TASK BRIEF ▸
A complete answer includes every line below with the word "lane".

DATA SHOWN ▸
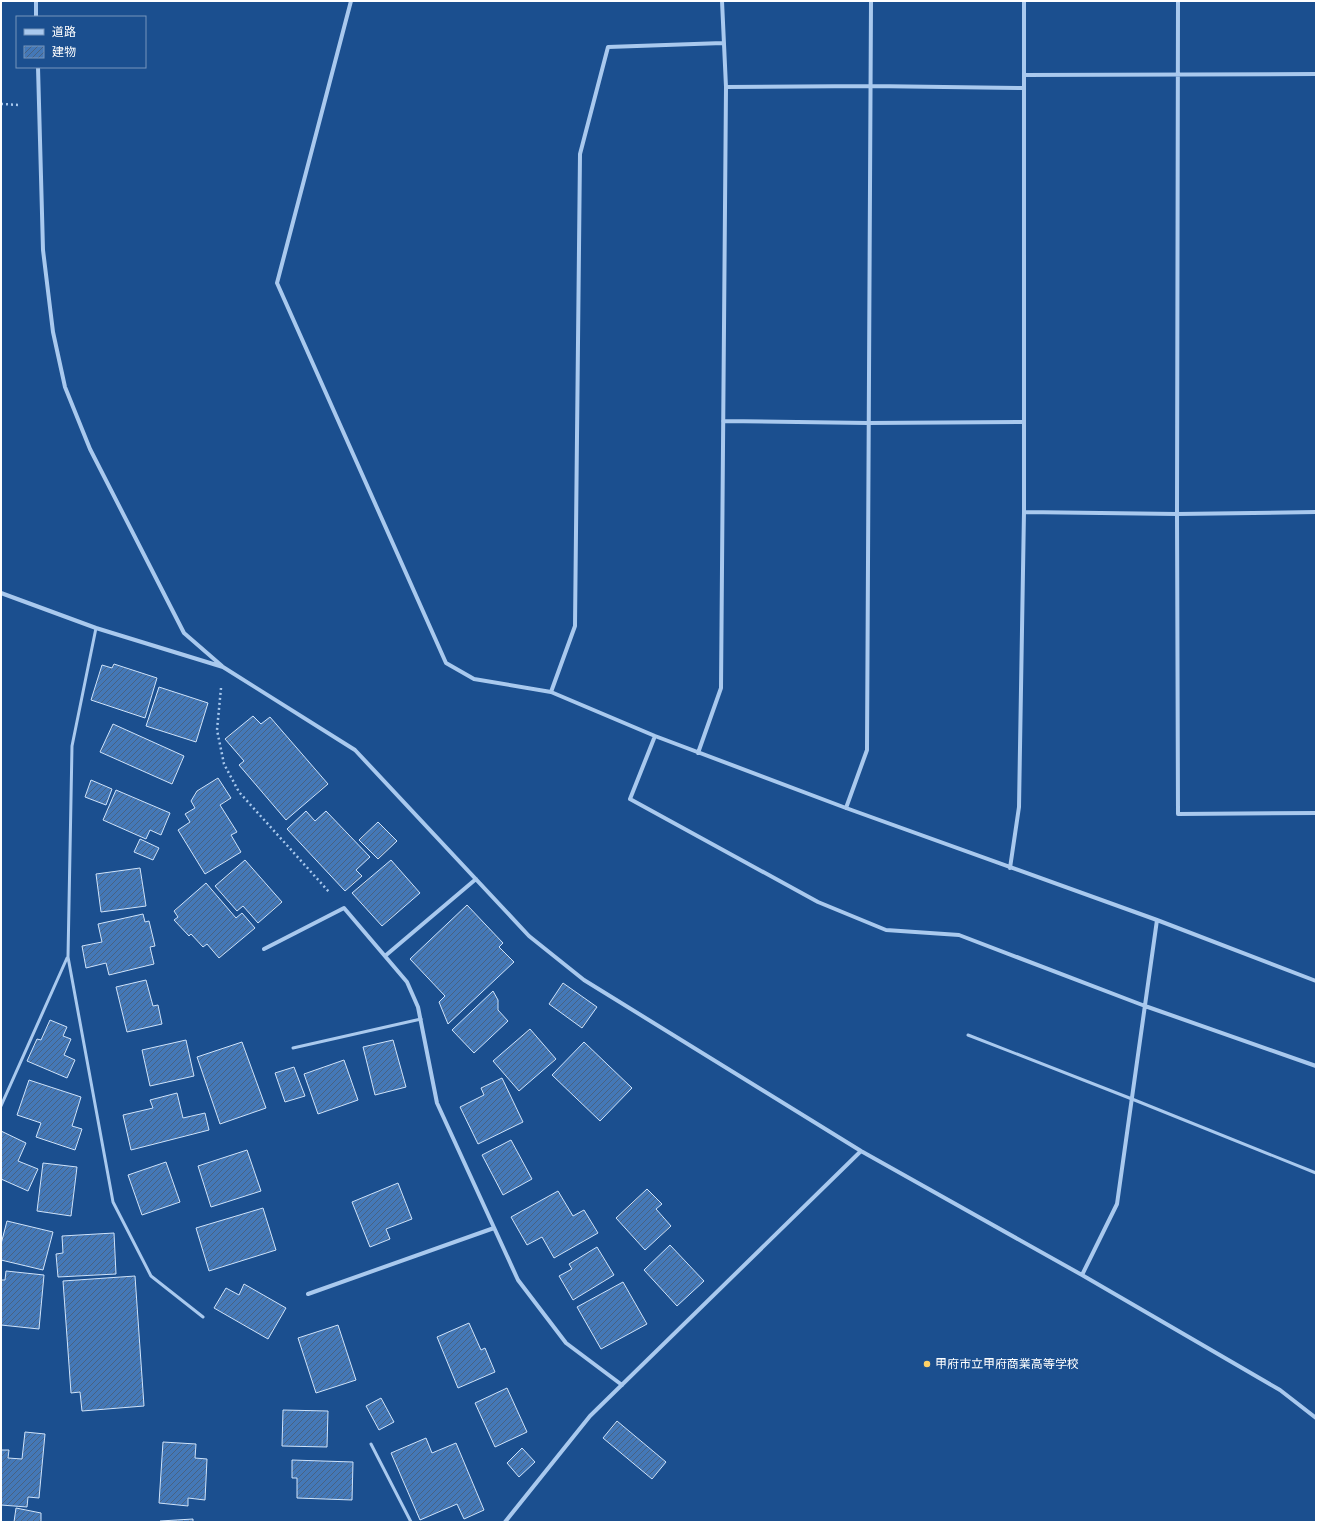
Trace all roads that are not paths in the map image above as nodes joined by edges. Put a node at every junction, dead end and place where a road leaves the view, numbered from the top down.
1 (36, 1) edge
2 (351, 1) edge
3 (722, 1) edge
4 (871, 1) edge
5 (1024, 1) edge
6 (1178, 1) edge
7 (36, 16) edge
8 (723, 43) junction
9 (38, 68) edge
10 (1316, 74) edge
11 (1024, 75) junction
12 (1178, 75) junction
13 (871, 86) junction
14 (726, 87) junction
15 (1024, 88) junction
16 (724, 421) junction
17 (1024, 422) junction
18 (868, 423) junction
19 (1024, 512) junction
20 (1316, 512) edge
21 (1177, 514) junction
22 (1, 593) edge
23 (96, 628) junction
24 (223, 667) junction
25 (551, 692) junction
26 (655, 736) junction
27 (698, 752) junction
28 (846, 808) junction
29 (1316, 812) edge
30 (1010, 868) junction
31 (476, 879) junction
32 (1157, 920) junction
33 (264, 949) dead end
34 (385, 956) junction
35 (68, 957) junction
36 (1316, 981) edge
37 (1145, 1006) junction
38 (421, 1019) junction
39 (968, 1035) dead end
40 (293, 1048) dead end
41 (1316, 1066) edge
42 (1132, 1098) junction
43 (1, 1106) edge
44 (861, 1151) junction
45 (1316, 1173) edge
46 (494, 1228) junction
47 (1082, 1275) junction
48 (308, 1294) dead end
49 (203, 1317) dead end
50 (622, 1385) junction
51 (1316, 1418) edge
52 (371, 1444) dead end
53 (411, 1522) edge
54 (505, 1522) edge

1 - 7 street
2 - 25 street
3 - 8 street
4 - 13 street
5 - 11 street
6 - 12 street
8 - 14 street
8 - 25 street
9 - 24 street
10 - 12 street
11 - 12 street
11 - 15 street
12 - 21 street
13 - 14 street
13 - 15 street
13 - 18 street
14 - 16 street
15 - 17 street
16 - 18 street
16 - 27 street
17 - 18 street
17 - 19 street
18 - 28 street
19 - 21 street
19 - 30 street
20 - 21 street
21 - 29 street
22 - 23 street
23 - 24 street
23 - 35 lane
24 - 31 street
25 - 26 street
26 - 27 street
26 - 37 street
27 - 28 street
28 - 30 street
30 - 32 street
31 - 34 street
31 - 44 street
32 - 36 street
32 - 37 street
33 - 34 street
34 - 38 street
35 - 43 lane
35 - 49 lane
37 - 41 street
37 - 42 street
38 - 40 lane
38 - 46 street
39 - 42 lane
42 - 45 lane
42 - 47 street
44 - 47 street
44 - 50 street
46 - 48 street
46 - 50 street
47 - 51 street
50 - 54 street
52 - 53 lane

TASK SOLUTION ▸
23 - 35 lane
35 - 43 lane
35 - 49 lane
38 - 40 lane
39 - 42 lane
42 - 45 lane
52 - 53 lane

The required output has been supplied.